Sous la commande d’un narrateur omniscient, le point de vue adopté pour la narration s’installe à une certaine distance des principaux personnages, nous offrant ainsi une perspective élargie qui suggère bien l’amplitude avec laquelle ces conditions de vie furent reproduites. Si cette approche nous permet d’observer avec plus de recul et d’ainsi mieux prendre la mesure de la progression des situations décrites, passant d’une génération à l’autre et survolant l’existence des uns et des autres, cette vue panoramique laisse moins de place au développement d’une quelconque intrigue si bien que celle-ci demeure tout au long du récit relativement peu soutenue.

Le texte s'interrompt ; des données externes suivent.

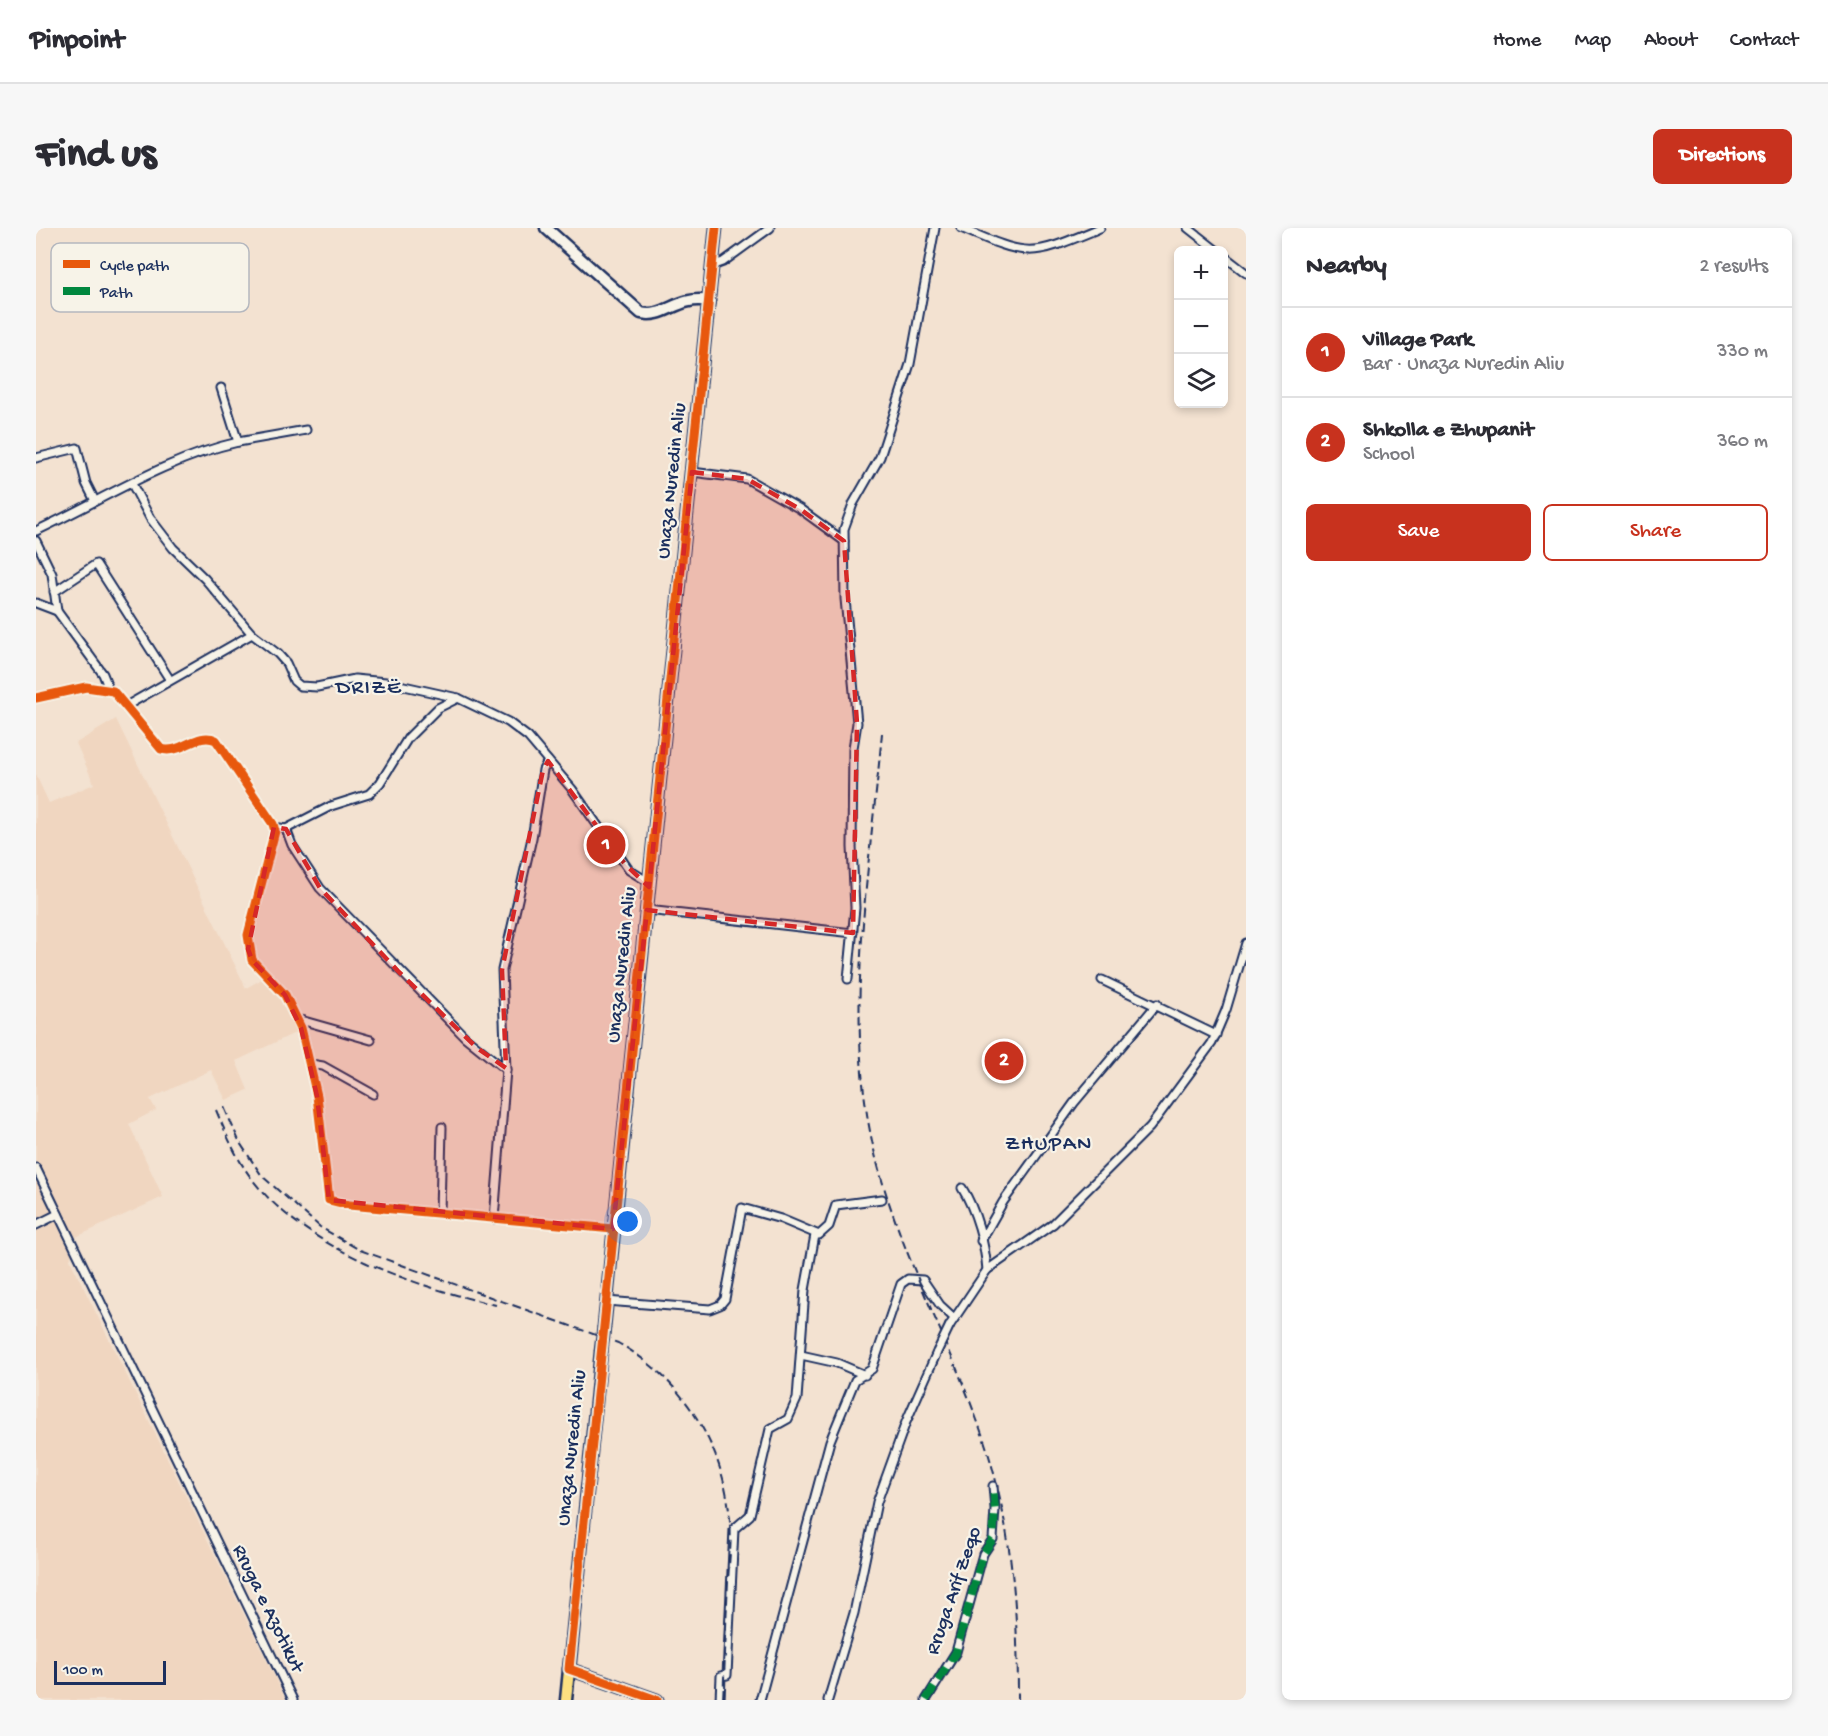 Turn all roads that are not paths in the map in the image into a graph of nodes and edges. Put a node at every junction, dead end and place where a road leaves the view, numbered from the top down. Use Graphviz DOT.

Cela étant, la qualité de la narration ainsi que de la prose compense largement pour cette quasi absence d’intrigue et tous deux rendent admirablement compte de ce chapitre de l’histoire du Portugal. Le rythme inhérent à la phrase et la justesse du verbe s’ajoutant au vif attachement de l’auteur qui transpire du récit, contribuent à créer une telle harmonie entre forme et fond que l’ensemble peut aisément évoquer l’idée d’un chant ou d’une ode composée en hommage à ces hommes et ces femmes qui se sont battus pour… un monde plus juste.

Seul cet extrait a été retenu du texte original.